Росс покачал головой, не зная, может ли. Потом он понял свою глупость и поднял ногу. Он мог двигаться.

– Они здесь? – спросил Росс, пока Прадал поддерживал его и помогал ему встать на ноги. Капитан не прекращал стрелять по врагу, держа лазган в одной руке.

– Они здесь. С большими силами, – ответил Прадал.

Дождь прекратился. По болотистой низине, вдоль их фланга, меся гусеницами жидкую грязь, наступал полный эскадрон «Леман Руссов». Их броня была окрашена в серо-коричнево-золотистый камуфляж кантиканских полков, их турельные стабберы регулярно изрыгали очереди трассирующих пуль.

Наступая вместе с редкими кантиканскими танками, двигались шесть, восемь, возможно, десять рот кантиканской пехоты. Построенные сомкнутыми шеренгами, как на марше, они стреляли на ходу, залпы губительного огня врезались в открытый фланг противника. Барабанщики громко выбивали на своих инструментах, офицеры передавали приказы свистками, развевались полковые знамена.

– Значит, они отозвались, – прошептал Росс.

Прадал не ответил. Он сделал еще несколько выстрелов по отступающим Броненосцам.
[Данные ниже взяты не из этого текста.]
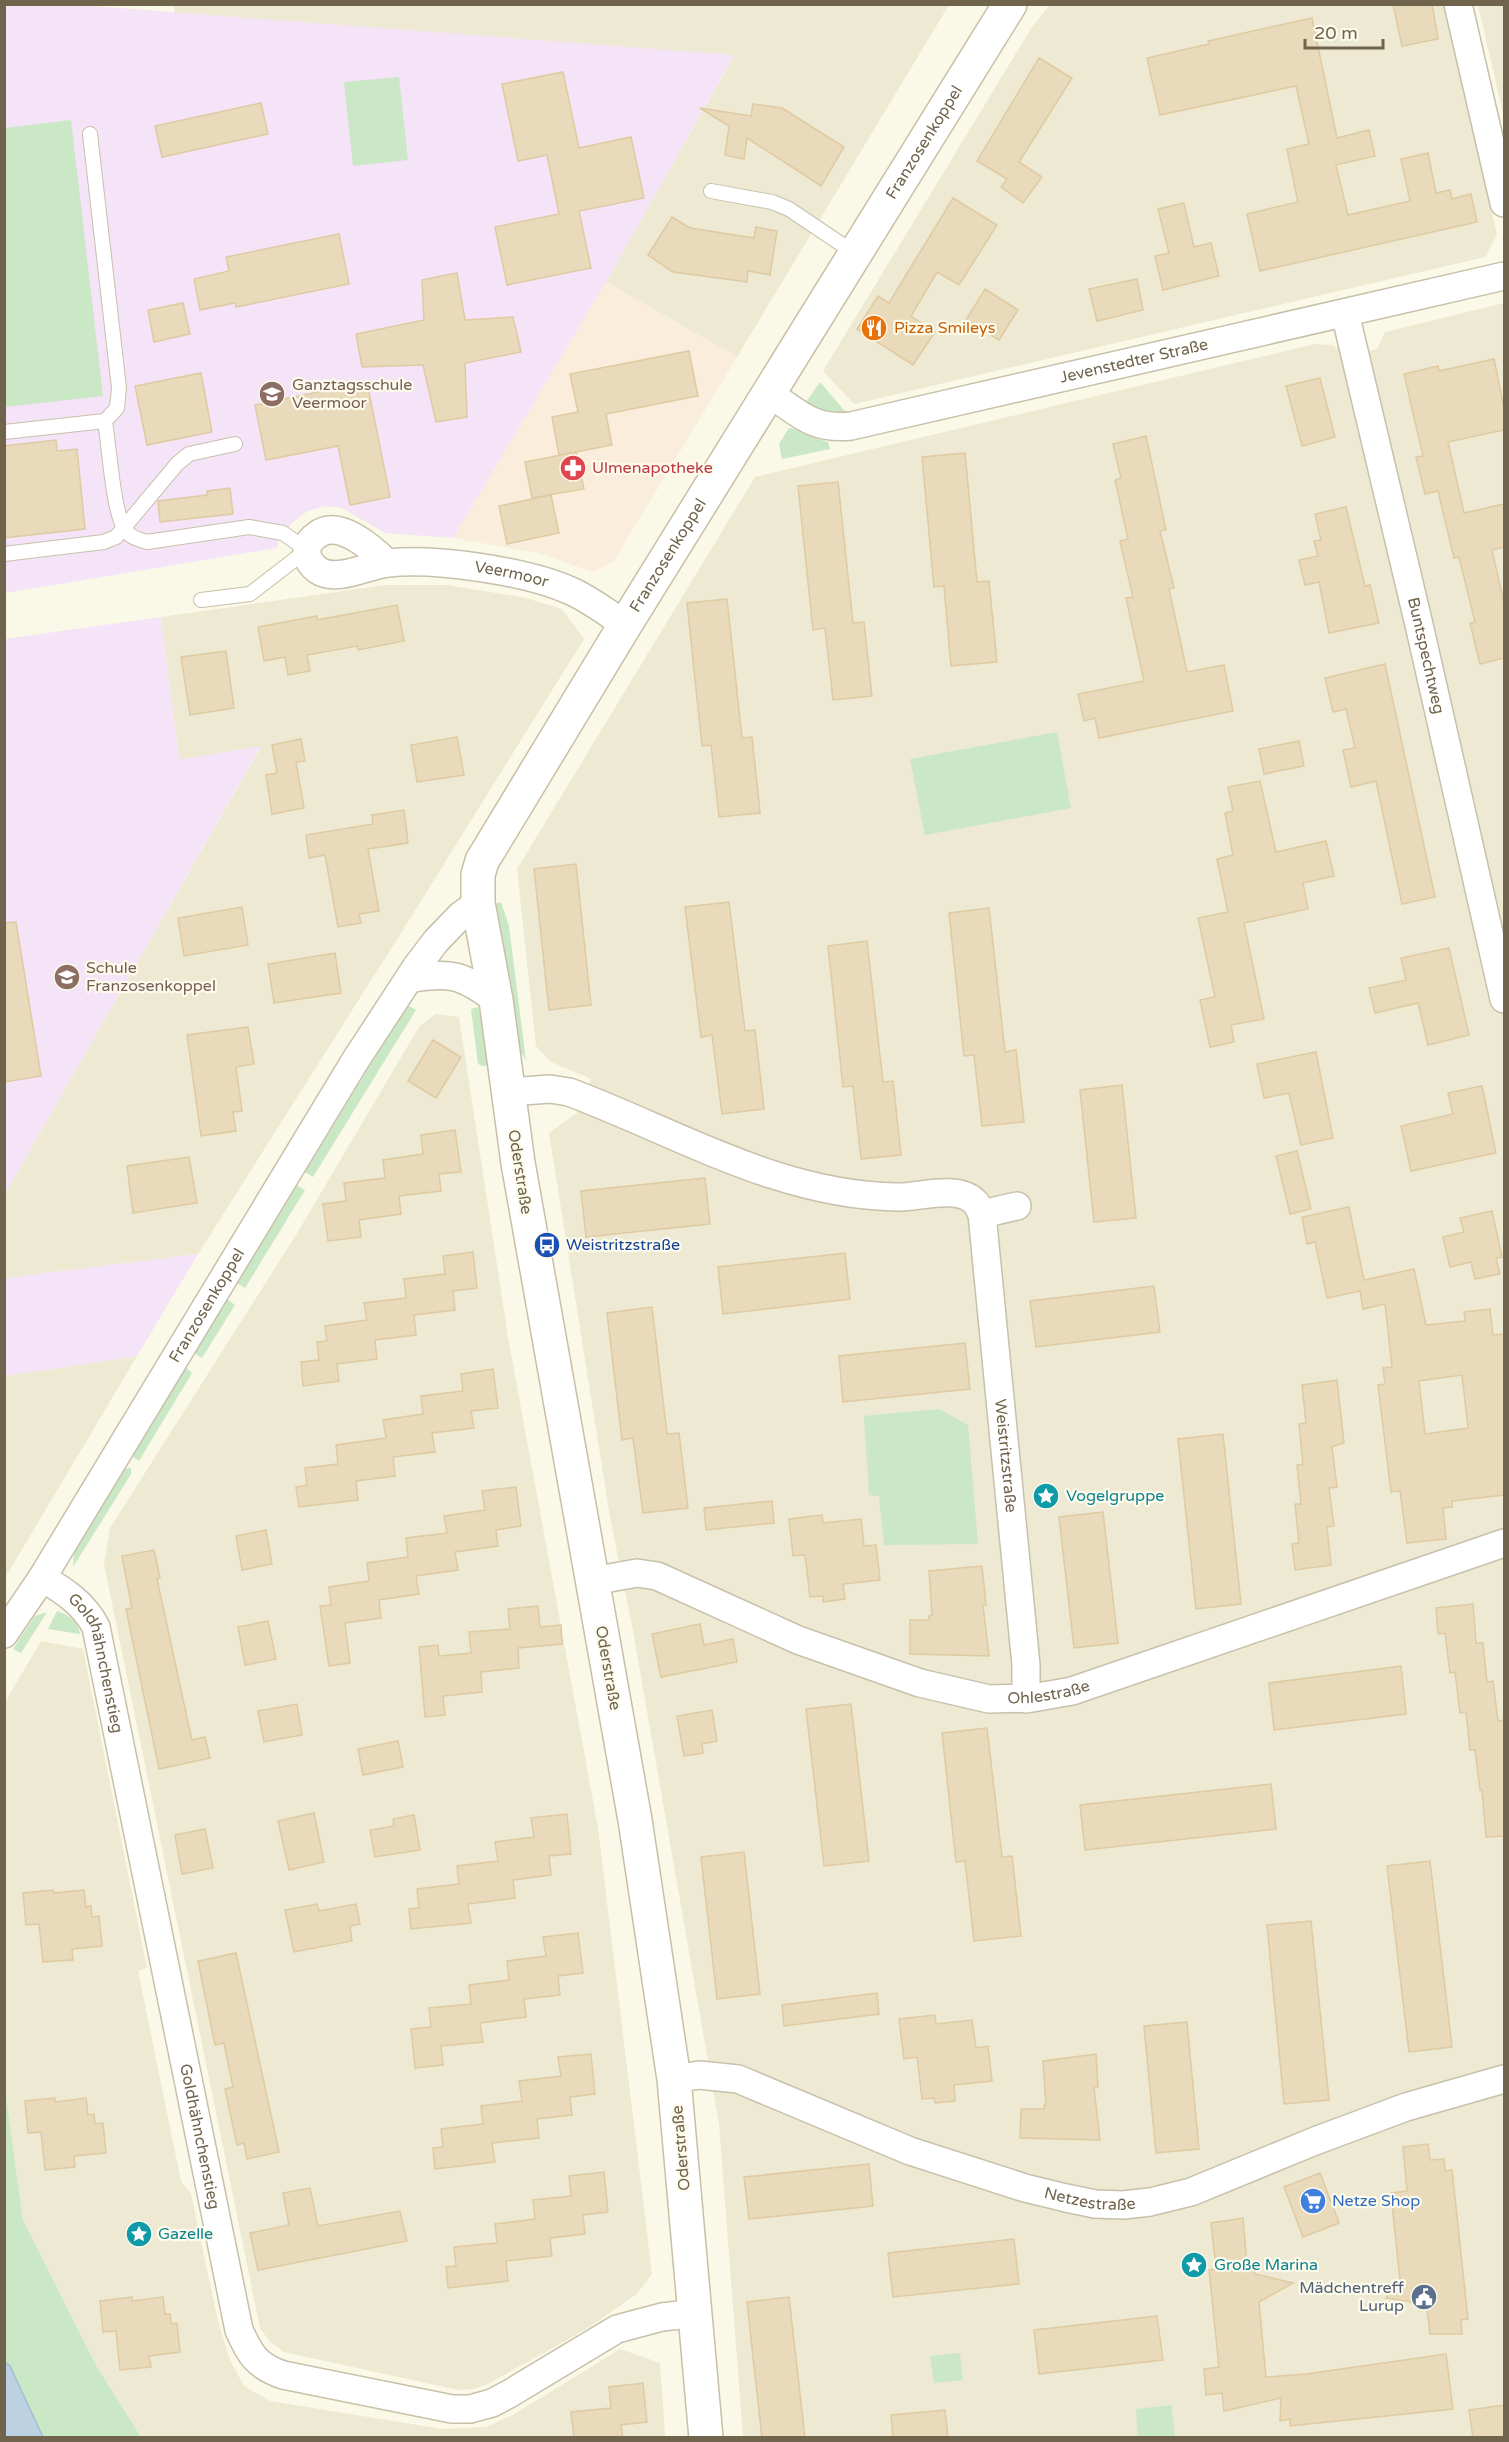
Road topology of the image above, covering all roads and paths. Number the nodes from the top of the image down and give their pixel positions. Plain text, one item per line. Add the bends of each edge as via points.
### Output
1 (1010, 4) edge
2 (1458, 4) edge
3 (90, 134) dead end
4 (711, 191) dead end
5 (1504, 203) edge
6 (856, 254) junction
7 (1504, 276) edge
8 (1345, 313) junction
9 (770, 394) junction
10 (105, 421) junction
11 (4, 432) edge
12 (235, 444) dead end
13 (124, 529) junction
14 (307, 550) junction
15 (4, 554) edge
16 (387, 563) junction
17 (201, 600) dead end
18 (625, 625) junction
19 (478, 903) junction
20 (409, 979) junction
21 (1504, 999) edge
22 (496, 1000) junction
23 (509, 1092) junction
24 (1017, 1206) dead end
25 (982, 1214) junction
26 (1504, 1543) edge
27 (42, 1578) junction
28 (593, 1581) junction
29 (4, 1634) edge
30 (1026, 1699) junction
31 (674, 2079) junction
32 (1504, 2079) edge
33 (697, 2313) junction
34 (706, 2438) edge

1 - 6 street, Franzosenkoppel
2 - 5 street
3 - 10 lane via 119,388 117,408
4 - 6 lane via 789,209
6 - 9 street, Franzosenkoppel
7 - 8 street, Jevenstedter Straße
8 - 9 street, Jevenstedter Straße via 851,426 821,426
8 - 21 street, Buntspechtweg
9 - 18 street, Franzosenkoppel
10 - 11 lane
10 - 13 lane
12 - 13 lane via 189,454
13 - 14 lane via 134,539 147,542 249,527 283,533
13 - 15 lane via 104,542
14 - 16 street, Veermoor via 311,564 321,572 361,570
14 - 16 street via 318,533 337,530 368,544
14 - 17 lane via 250,594
16 - 18 street, Veermoor via 452,564 544,582 591,601
18 - 19 street, Franzosenkoppel via 483,861 478,875
19 - 20 street, Franzosenkoppel via 436,941
19 - 22 street, Oderstraße
20 - 22 street via 442,974 460,978
20 - 27 street, Franzosenkoppel via 355,1061
22 - 23 street, Oderstraße
23 - 25 street via 569,1092 747,1167 875,1197 964,1195 975,1202
23 - 28 street, Oderstraße via 532,1245
24 - 25 street
25 - 30 street, Weistritzstraße
26 - 30 street, Ohlestraße via 1072,1691
27 - 29 street, Franzosenkoppel
27 - 33 street, Goldhähnchenstieg via 76,1600 96,1628 239,2330 255,2360 283,2375 438,2407 470,2409 500,2398 617,2329
28 - 30 street, Ohlestraße via 636,1574 657,1576 798,1640 881,1671 963,1695
28 - 31 street, Oderstraße via 636,1820
31 - 32 street, Netzestraße via 699,2075 738,2079 910,2151 1045,2193 1095,2204 1123,2205 1191,2192 1406,2107
31 - 33 street, Oderstraße
33 - 34 street, Oderstraße

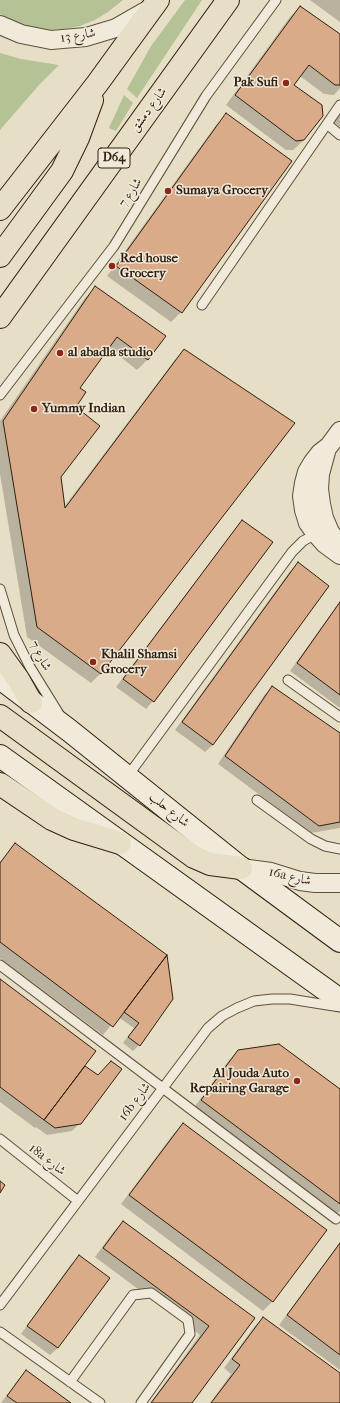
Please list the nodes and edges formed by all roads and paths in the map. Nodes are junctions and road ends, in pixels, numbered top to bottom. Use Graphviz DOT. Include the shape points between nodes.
graph roads {
  1 [pos="276,0"];
  2 [pos="230,3"];
  3 [pos="155,4"];
  4 [pos="0,25"];
  5 [pos="97,84"];
  6 [pos="340,105"];
  7 [pos="327,124"];
  8 [pos="340,134"];
  9 [pos="0,209"];
  10 [pos="0,256"];
  11 [pos="202,305"];
  12 [pos="0,317"];
  13 [pos="0,395"];
  14 [pos="340,431"];
  15 [pos="329,446"];
  16 [pos="316,534"];
  17 [pos="340,546"];
  18 [pos="340,555"];
  19 [pos="0,588"];
  20 [pos="0,654"];
  21 [pos="0,678"];
  22 [pos="288,680"];
  23 [pos="31,702"];
  24 [pos="0,716"];
  25 [pos="340,718"];
  26 [pos="70,731"];
  27 [pos="0,756"];
  28 [pos="127,777"];
  29 [pos="0,784"];
  30 [pos="257,800"];
  31 [pos="120,843"];
  32 [pos="340,849"];
  33 [pos="241,868"];
  34 [pos="340,883"];
  35 [pos="340,941"];
  36 [pos="0,965"];
  37 [pos="340,1000"];
  38 [pos="340,1007"];
  39 [pos="162,1088"];
  40 [pos="0,1139"];
  41 [pos="78,1201"];
  42 [pos="336,1219"];
  43 [pos="0,1305"];
  44 [pos="0,1332"];
  45 [pos="70,1382"];
  46 [pos="100,1403"];
  47 [pos="141,1403"];
  1 -- 13 [label="lane, شارع 7" via="206,96 114,246"];
  2 -- 12 [label="main road, شارع دمشق / D64"];
  3 -- 4 [label="street, شارع 13" via="116,28 86,37 51,40 21,34"];
  3 -- 5 [label="main road"];
  5 -- 9 [label="main road"];
  5 -- 10 [label="main road" via="78,138 62,172"];
  6 -- 7 [label="lane"];
  7 -- 8 [label="lane"];
  7 -- 11 [label="lane"];
  14 -- 15 [label="street"];
  15 -- 16 [label="street" via="320,453 307,472 302,496 308,523"];
  15 -- 17 [label="street" via="323,460 319,489 324,518"];
  16 -- 18 [label="street"];
  16 -- 28 [label="lane" via="303,541 292,552"];
  19 -- 26 [label="lane, شارع 7" via="14,635 30,667"];
  20 -- 23 [label="main road"];
  21 -- 23 [label="street, شارع حلب"];
  22 -- 25 [label="lane"];
  23 -- 26 [label="street, شارع حلب"];
  24 -- 33 [label="main road" via="194,857 210,864"];
  26 -- 28 [label="street, شارع حلب"];
  27 -- 31 [label="street"];
  28 -- 33 [label="street, شارع حلب"];
  29 -- 31 [label="main road" via="52,819 74,829"];
  30 -- 32 [label="lane" via="311,839 325,846"];
  31 -- 37 [label="street"];
  33 -- 34 [label="street, 16a شارع" via="271,872 300,881"];
  33 -- 35 [label="street, شارع حلب"];
  36 -- 39 [label="lane"];
  38 -- 39 [label="lane, 16b شارع" via="290,999 272,999 237,1008 208,1028"];
  39 -- 41 [label="lane, 16b شارع"];
  39 -- 42 [label="lane"];
  40 -- 41 [label="lane, 18a شارع"];
  41 -- 43 [label="lane, 16b شارع"];
  44 -- 45 [label="lane"];
  45 -- 46 [label="lane"];
  45 -- 47 [label="lane" via="133,1294 151,1293 188,1320 190,1334"];
}
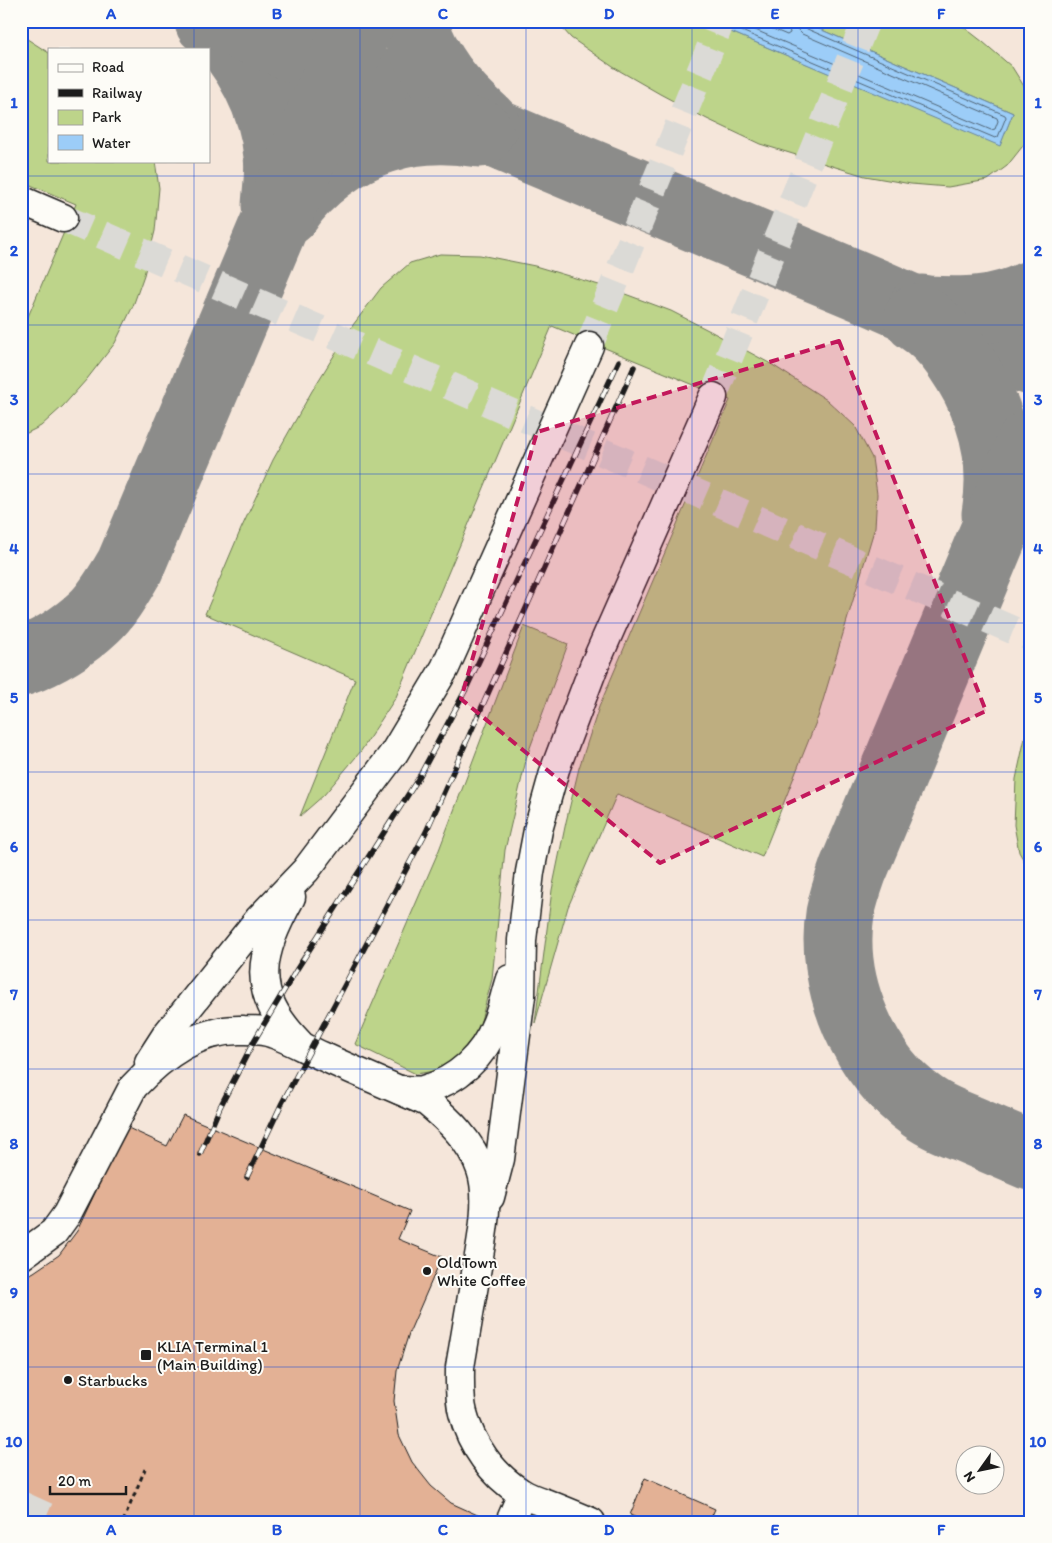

Стремительность их контратаки иссякла, наткнувшись на залпы лазерных лучей и пуль. Поток огня очищал высоты Магдалы, преследуя противника за их гребнями. Выстрелы, как тысячи сияющих стрел света, жалили бегущих врагов и валили их лицом в грязь.

Кто-то закричал:

– Магдала наша!

Выжившие из 7-го и 22-го не кричали. Они просто падали в грязь, предельно уставшие, их лица ничего не выражали. Многие закрывали глаза и тут же засыпали. Они знали, что, по крайней мере, сейчас они в безопасности.

Предгорья Магдалы стали первой настоящей имперской победой за многие месяцы.

Части кантиканской полевой артиллерии и пехотные батальоны оказали поддержку 7-му и 22-му полкам. Броненосцы отступили, потеряв двухкилометровый участок своих позиций. Над высотами было поднято имперское знамя.

Новости распространялись на улицах Мантиллы, и впервые даже беженцы смеялись и плясали от радости. Поспешно изображенная художником картина имперского знамени, поднятого на высотах офицером с высокомерным лицом аристократа, рисовалась повсюду на стенах города. Хотя такого офицера не существовало, эта картина на много недель стала символом имперского сопротивления.

Глава 20

Сильверстайн следил за Броненосцами из укрытия.

Он был замаскирован красной пылью, ее песчаная пленка покрывала даже линзы его биоптики. Он лежал, растянувшись у кромки высохшего речного дна. Его дыхание было ровным, медленным и неглубоким. Маскировочная сеть, сплетенная из корней, ветвей и других частей сухих пустынных растений, закрывала его силуэт. Партизаны так же старательно замаскировались, как и он. Если бы не знания и опыт Сильверстайна, патрули Броненосцев, охотившиеся за ними последние пять дней, уже нашли бы их. В маскировку была втерта костяная мука и соль, чтобы скрыть запах. Это позволило сбить со следа боевых псов Броненосцев после побега, и Сильверстайн требовал, чтобы они продолжали выполнять эту процедуру. Партизаны не спорили. Под покровом ночи они казались лишь неровностями на грядах скалистой бухты.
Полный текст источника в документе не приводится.